Terkait evaluasi terhadap sejumlah pegawai UPGRIP yang dilakukan sebelumnya, Dabi mengatakan kebijakan tersebut telah melalui prosedur internal. Apabila ada pihak yang merasa dirugikan, ia mempersilakan menempuh mekanisme hukum yang tersedia.
“Kalau ada kabar pemberhentian pegawai, kemudian tidak terima, silakan lakukan dengan langkah hukum. Jangan kemudian mengambil langkah demo,” katanya.
Bukman: Aktivitas Akademik Tetap Berjalan
Di tengah polemik tersebut, Rektor UPGRIP Bukman Lian memastikan kegiatan akademik dan pelayanan kepada mahasiswa tetap berjalan seperti biasa.

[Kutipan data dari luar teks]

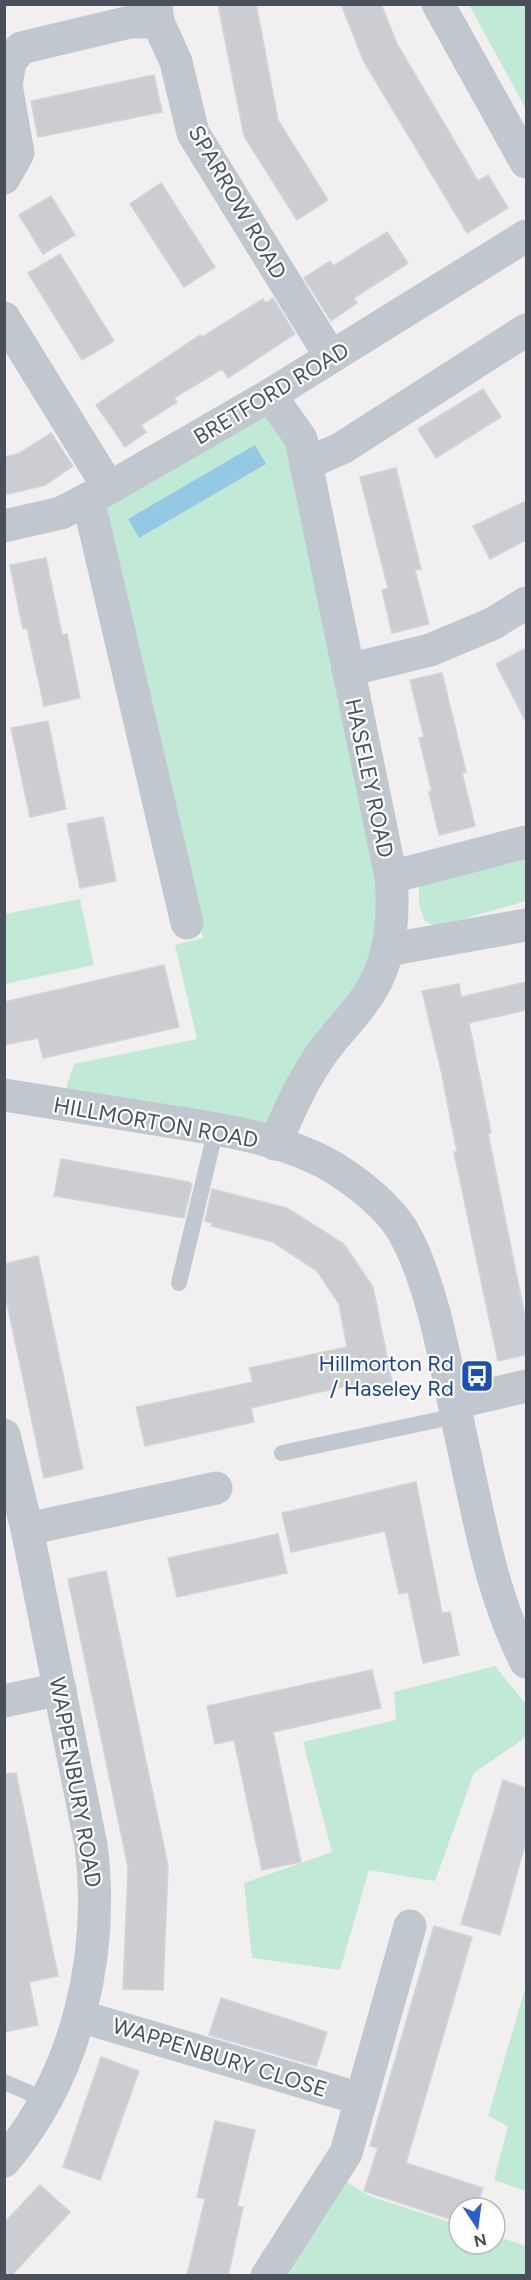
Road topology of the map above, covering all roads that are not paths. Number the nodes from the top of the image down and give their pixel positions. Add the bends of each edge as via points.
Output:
1 (438, 4) edge
2 (157, 13) edge
3 (7, 62) edge
4 (526, 162) edge
5 (4, 178) edge
6 (526, 236) edge
7 (4, 318) edge
8 (526, 330) edge
9 (331, 357) junction
10 (270, 395) junction
11 (306, 464) junction
12 (99, 494) junction
13 (4, 526) edge
14 (526, 603) edge
15 (348, 670) junction
16 (526, 842) edge
17 (391, 877) junction
18 (187, 923) dead end
19 (526, 925) edge
20 (387, 950) junction
21 (4, 1095) edge
22 (216, 1129) junction
23 (275, 1144) junction
24 (178, 1283) dead end
25 (526, 1386) edge
26 (455, 1409) junction
27 (4, 1435) edge
28 (282, 1453) dead end
29 (216, 1488) dead end
30 (27, 1529) junction
31 (526, 1662) edge
32 (60, 1689) junction
33 (4, 1701) edge
34 (410, 1926) dead end
35 (79, 2016) junction
36 (4, 2082) edge
37 (361, 2099) junction
38 (45, 2100) junction
39 (4, 2161) edge
40 (267, 2276) edge

1 - 4 street
2 - 3 street via 21,48
2 - 9 street, SPARROW ROAD via 176,62 193,133
3 - 5 street via 6,85 18,153
6 - 9 street, BRETFORD ROAD
7 - 12 street
8 - 11 street via 342,448
9 - 10 street, BRETFORD ROAD
10 - 11 street, HASELEY ROAD via 301,439
10 - 12 street, BRETFORD ROAD
11 - 15 street, HASELEY ROAD
12 - 13 street, BRETFORD ROAD via 61,513
12 - 18 street
14 - 15 street via 492,624 430,650
15 - 17 street, HASELEY ROAD
16 - 17 street
17 - 20 street, HASELEY ROAD via 394,914
19 - 20 street
20 - 23 street, HASELEY ROAD via 373,988 316,1062
21 - 22 street, HILLMORTON ROAD
22 - 23 street, HILLMORTON ROAD
22 - 24 lane
23 - 26 street, HILLMORTON ROAD via 311,1156 345,1175 377,1201 403,1231 428,1293
25 - 26 street
26 - 28 lane
26 - 31 street, HILLMORTON ROAD via 489,1564
27 - 30 street, WAPPENBURY ROAD
29 - 30 street
30 - 32 street, WAPPENBURY ROAD
32 - 33 street
32 - 35 street, WAPPENBURY ROAD via 92,1845 96,1883 90,1973
34 - 37 street
35 - 37 street, WAPPENBURY CLOSE
35 - 38 street, WAPPENBURY ROAD
36 - 38 lane
37 - 40 street via 346,2153
38 - 39 street, WAPPENBURY ROAD via 37,2119

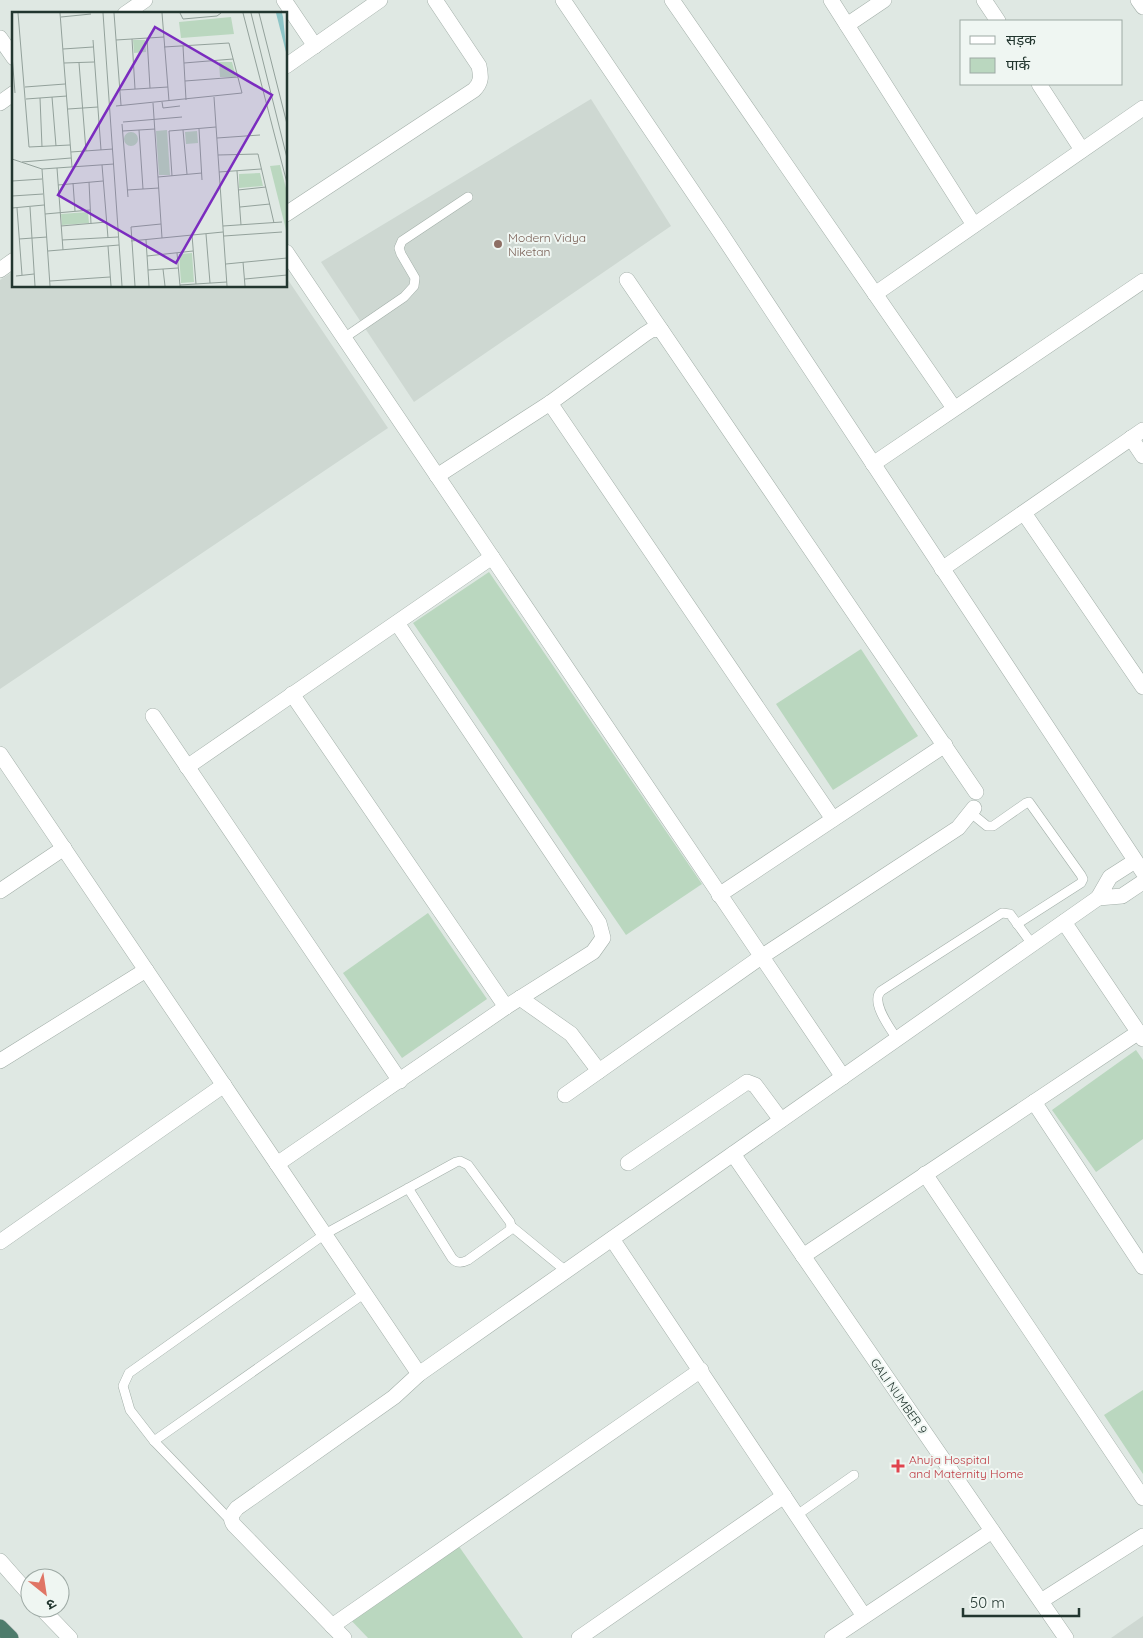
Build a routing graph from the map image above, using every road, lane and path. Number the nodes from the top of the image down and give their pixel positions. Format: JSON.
{"nodes":[{"id":1,"x":145,"y":0,"type":"edge"},
{"id":2,"x":284,"y":0,"type":"edge"},
{"id":3,"x":380,"y":0,"type":"edge"},
{"id":4,"x":435,"y":0,"type":"edge"},
{"id":5,"x":563,"y":0,"type":"edge"},
{"id":6,"x":831,"y":0,"type":"edge"},
{"id":7,"x":884,"y":0,"type":"edge"},
{"id":8,"x":984,"y":0,"type":"edge"},
{"id":9,"x":1138,"y":0,"type":"edge"},
{"id":10,"x":676,"y":2,"type":"edge"},
{"id":11,"x":1143,"y":7,"type":"edge"},
{"id":12,"x":128,"y":12,"type":"edge"},
{"id":13,"x":997,"y":20,"type":"edge"},
{"id":14,"x":847,"y":25,"type":"junction"},
{"id":15,"x":0,"y":38,"type":"edge"},
{"id":16,"x":316,"y":46,"type":"junction"},
{"id":17,"x":12,"y":55,"type":"edge"},
{"id":18,"x":288,"y":65,"type":"edge"},
{"id":19,"x":1040,"y":85,"type":"edge"},
{"id":20,"x":12,"y":94,"type":"edge"},
{"id":21,"x":0,"y":103,"type":"edge"},
{"id":22,"x":1143,"y":108,"type":"edge"},
{"id":23,"x":1082,"y":150,"type":"junction"},
{"id":24,"x":468,"y":197,"type":"dead end"},
{"id":25,"x":288,"y":213,"type":"edge"},
{"id":26,"x":974,"y":224,"type":"junction"},
{"id":27,"x":288,"y":255,"type":"edge"},
{"id":28,"x":12,"y":261,"type":"edge"},
{"id":29,"x":0,"y":270,"type":"edge"},
{"id":30,"x":627,"y":280,"type":"dead end"},
{"id":31,"x":1143,"y":281,"type":"edge"},
{"id":32,"x":875,"y":294,"type":"junction"},
{"id":33,"x":661,"y":330,"type":"junction"},
{"id":34,"x":344,"y":338,"type":"junction"},
{"id":35,"x":550,"y":403,"type":"junction"},
{"id":36,"x":954,"y":408,"type":"junction"},
{"id":37,"x":1137,"y":434,"type":"edge"},
{"id":38,"x":1143,"y":456,"type":"edge"},
{"id":39,"x":873,"y":464,"type":"junction"},
{"id":40,"x":437,"y":476,"type":"junction"},
{"id":41,"x":1024,"y":513,"type":"junction"},
{"id":42,"x":492,"y":558,"type":"junction"},
{"id":43,"x":942,"y":569,"type":"junction"},
{"id":44,"x":397,"y":622,"type":"junction"},
{"id":45,"x":1143,"y":687,"type":"edge"},
{"id":46,"x":292,"y":694,"type":"junction"},
{"id":47,"x":153,"y":716,"type":"dead end"},
{"id":48,"x":945,"y":745,"type":"junction"},
{"id":49,"x":0,"y":754,"type":"edge"},
{"id":50,"x":187,"y":767,"type":"junction"},
{"id":51,"x":976,"y":792,"type":"dead end"},
{"id":52,"x":973,"y":810,"type":"joint"},
{"id":53,"x":833,"y":819,"type":"junction"},
{"id":54,"x":64,"y":848,"type":"junction"},
{"id":55,"x":1139,"y":867,"type":"edge"},
{"id":56,"x":1143,"y":882,"type":"edge"},
{"id":57,"x":0,"y":891,"type":"edge"},
{"id":58,"x":720,"y":895,"type":"junction"},
{"id":59,"x":1098,"y":898,"type":"junction"},
{"id":60,"x":1064,"y":922,"type":"junction"},
{"id":61,"x":1017,"y":924,"type":"junction"},
{"id":62,"x":1032,"y":944,"type":"junction"},
{"id":63,"x":761,"y":957,"type":"junction"},
{"id":64,"x":146,"y":970,"type":"junction"},
{"id":65,"x":520,"y":998,"type":"junction"},
{"id":66,"x":506,"y":1008,"type":"junction"},
{"id":67,"x":1141,"y":1036,"type":"edge"},
{"id":68,"x":897,"y":1039,"type":"junction"},
{"id":69,"x":0,"y":1061,"type":"edge"},
{"id":70,"x":599,"y":1071,"type":"junction"},
{"id":71,"x":843,"y":1077,"type":"junction"},
{"id":72,"x":400,"y":1081,"type":"junction"},
{"id":73,"x":224,"y":1085,"type":"junction"},
{"id":74,"x":565,"y":1095,"type":"dead end"},
{"id":75,"x":1034,"y":1102,"type":"junction"},
{"id":76,"x":781,"y":1120,"type":"junction"},
{"id":77,"x":732,"y":1154,"type":"junction"},
{"id":78,"x":628,"y":1163,"type":"dead end"},
{"id":79,"x":277,"y":1164,"type":"junction"},
{"id":80,"x":925,"y":1174,"type":"junction"},
{"id":81,"x":408,"y":1188,"type":"junction"},
{"id":82,"x":511,"y":1226,"type":"junction"},
{"id":83,"x":325,"y":1234,"type":"junction"},
{"id":84,"x":612,"y":1239,"type":"junction"},
{"id":85,"x":0,"y":1242,"type":"edge"},
{"id":86,"x":803,"y":1256,"type":"junction"},
{"id":87,"x":1143,"y":1267,"type":"edge"},
{"id":88,"x":566,"y":1271,"type":"junction"},
{"id":89,"x":365,"y":1293,"type":"junction"},
{"id":90,"x":701,"y":1370,"type":"junction"},
{"id":91,"x":420,"y":1374,"type":"junction"},
{"id":92,"x":154,"y":1440,"type":"junction"},
{"id":93,"x":854,"y":1475,"type":"dead end"},
{"id":94,"x":784,"y":1496,"type":"junction"},
{"id":95,"x":1143,"y":1498,"type":"edge"},
{"id":96,"x":797,"y":1515,"type":"junction"},
{"id":97,"x":231,"y":1521,"type":"junction"},
{"id":98,"x":992,"y":1531,"type":"junction"},
{"id":99,"x":1143,"y":1536,"type":"edge"},
{"id":100,"x":0,"y":1562,"type":"edge"},
{"id":101,"x":20,"y":1584,"type":"edge"},
{"id":102,"x":1041,"y":1601,"type":"junction"},
{"id":103,"x":864,"y":1616,"type":"junction"},
{"id":104,"x":51,"y":1618,"type":"edge"},
{"id":105,"x":332,"y":1626,"type":"junction"},
{"id":106,"x":0,"y":1627,"type":"edge"},
{"id":107,"x":11,"y":1638,"type":"edge"},
{"id":108,"x":70,"y":1638,"type":"edge"},
{"id":109,"x":344,"y":1638,"type":"edge"},
{"id":110,"x":579,"y":1638,"type":"edge"},
{"id":111,"x":832,"y":1638,"type":"edge"},
{"id":112,"x":1066,"y":1638,"type":"edge"}],
"edges":[{"from":1,"to":12,"type":"street"},
{"from":2,"to":16,"type":"street"},
{"from":3,"to":16,"type":"street"},
{"from":4,"to":25,"type":"street"},
{"from":5,"to":39,"type":"street"},
{"from":6,"to":14,"type":"street"},
{"from":7,"to":14,"type":"street"},
{"from":8,"to":13,"type":"street"},
{"from":9,"to":11,"type":"street"},
{"from":10,"to":32,"type":"street"},
{"from":14,"to":26,"type":"street"},
{"from":15,"to":17,"type":"street"},
{"from":16,"to":18,"type":"street"},
{"from":19,"to":23,"type":"street"},
{"from":20,"to":21,"type":"street"},
{"from":22,"to":23,"type":"street"},
{"from":23,"to":26,"type":"street"},
{"from":24,"to":34,"type":"lane"},
{"from":26,"to":32,"type":"street"},
{"from":27,"to":34,"type":"street"},
{"from":28,"to":29,"type":"street"},
{"from":30,"to":33,"type":"street"},
{"from":31,"to":36,"type":"street"},
{"from":32,"to":36,"type":"street"},
{"from":33,"to":35,"type":"street"},
{"from":33,"to":48,"type":"street"},
{"from":34,"to":40,"type":"street"},
{"from":35,"to":40,"type":"street"},
{"from":35,"to":53,"type":"street"},
{"from":36,"to":39,"type":"street"},
{"from":37,"to":38,"type":"street"},
{"from":37,"to":41,"type":"street"},
{"from":39,"to":43,"type":"street"},
{"from":40,"to":42,"type":"street"},
{"from":41,"to":43,"type":"street"},
{"from":41,"to":45,"type":"street"},
{"from":42,"to":44,"type":"street"},
{"from":42,"to":58,"type":"street"},
{"from":43,"to":55,"type":"street"},
{"from":44,"to":46,"type":"street"},
{"from":44,"to":65,"type":"street"},
{"from":46,"to":50,"type":"street"},
{"from":46,"to":66,"type":"street"},
{"from":47,"to":50,"type":"street"},
{"from":48,"to":51,"type":"street"},
{"from":48,"to":53,"type":"street"},
{"from":49,"to":54,"type":"street"},
{"from":50,"to":72,"type":"street"},
{"from":52,"to":61,"type":"lane"},
{"from":52,"to":63,"type":"street"},
{"from":53,"to":58,"type":"street"},
{"from":54,"to":57,"type":"street"},
{"from":54,"to":64,"type":"street"},
{"from":55,"to":59,"type":"street"},
{"from":56,"to":59,"type":"street"},
{"from":58,"to":63,"type":"street"},
{"from":59,"to":60,"type":"street"},
{"from":60,"to":62,"type":"street"},
{"from":60,"to":67,"type":"street"},
{"from":61,"to":62,"type":"lane"},
{"from":61,"to":68,"type":"lane"},
{"from":62,"to":68,"type":"street"},
{"from":63,"to":70,"type":"street"},
{"from":63,"to":71,"type":"street"},
{"from":64,"to":69,"type":"street"},
{"from":64,"to":73,"type":"street"},
{"from":65,"to":66,"type":"street"},
{"from":65,"to":70,"type":"street"},
{"from":66,"to":72,"type":"street"},
{"from":67,"to":75,"type":"street"},
{"from":68,"to":71,"type":"street"},
{"from":70,"to":74,"type":"street"},
{"from":71,"to":76,"type":"street"},
{"from":72,"to":79,"type":"street"},
{"from":73,"to":79,"type":"street"},
{"from":73,"to":85,"type":"street"},
{"from":75,"to":80,"type":"street"},
{"from":75,"to":87,"type":"street"},
{"from":76,"to":77,"type":"street"},
{"from":76,"to":78,"type":"street"},
{"from":77,"to":84,"type":"street"},
{"from":77,"to":86,"type":"street","name":"GALI NUMBER 9"},
{"from":79,"to":83,"type":"street"},
{"from":80,"to":86,"type":"street"},
{"from":80,"to":95,"type":"street"},
{"from":81,"to":82,"type":"lane"},
{"from":81,"to":82,"type":"lane"},
{"from":81,"to":83,"type":"lane"},
{"from":82,"to":88,"type":"lane"},
{"from":83,"to":89,"type":"street"},
{"from":83,"to":92,"type":"lane"},
{"from":84,"to":88,"type":"street"},
{"from":84,"to":90,"type":"street"},
{"from":86,"to":98,"type":"street","name":"GALI NUMBER 9"},
{"from":88,"to":91,"type":"street"},
{"from":89,"to":91,"type":"street"},
{"from":89,"to":92,"type":"lane"},
{"from":90,"to":94,"type":"street"},
{"from":90,"to":105,"type":"street"},
{"from":91,"to":97,"type":"street"},
{"from":92,"to":97,"type":"lane"},
{"from":93,"to":96,"type":"lane"},
{"from":94,"to":96,"type":"street"},
{"from":94,"to":110,"type":"street"},
{"from":96,"to":103,"type":"street"},
{"from":97,"to":105,"type":"street"},
{"from":98,"to":102,"type":"street","name":"GALI NUMBER 9"},
{"from":98,"to":103,"type":"street"},
{"from":99,"to":102,"type":"street"},
{"from":100,"to":101,"type":"street"},
{"from":102,"to":112,"type":"street","name":"GALI NUMBER 9"},
{"from":103,"to":111,"type":"street"},
{"from":104,"to":108,"type":"street"},
{"from":105,"to":109,"type":"street"},
{"from":106,"to":107,"type":"highway"}]}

Ia meminta seluruh civitas akademika tidak terpengaruh oleh situasi yang berkembang dan tetap menjalankan tugas masing-masing.
“Saya mengimbau civitas akademika UPGRIP tetap berjalan seperti biasa. Tidak ada pergantian proses akademik, bahkan besok akan digelar PKKMB untuk ribuan mahasiswa baru, yang saat ini sedang dilakukan gladi bersih,” ujar Bukman.
Ia juga meminta para dosen tetap menjalankan tugas pokok dan fungsi masing-masing serta tidak terpengaruh oleh informasi yang berkembang di luar mekanisme resmi universitas.
“Dosen silakan bekerja sesuai dengan tugas pokok dan fungsi. Mahasiswa berada pada koridor hukum, sehingga tidak ada yang perlu diragukan,” katanya.
Bukman menegaskan seluruh proses akademik UPGRIP tetap berjalan sesuai ketentuan. Pihak universitas juga memastikan pelayanan kepada mahasiswa tidak terganggu oleh polemik mengenai kepengurusan maupun aksi yang terjadi di lingkungan kampus.
Dengan demikian, UPGRIP menegaskan posisi Bukman Lian tetap sebagai Rektor UPGRIP, sembari mempertanyakan dasar kewenangan pihak yang mengatasnamakan YPLP PT PGRI dalam mengeluarkan keputusan PTDH tersebut.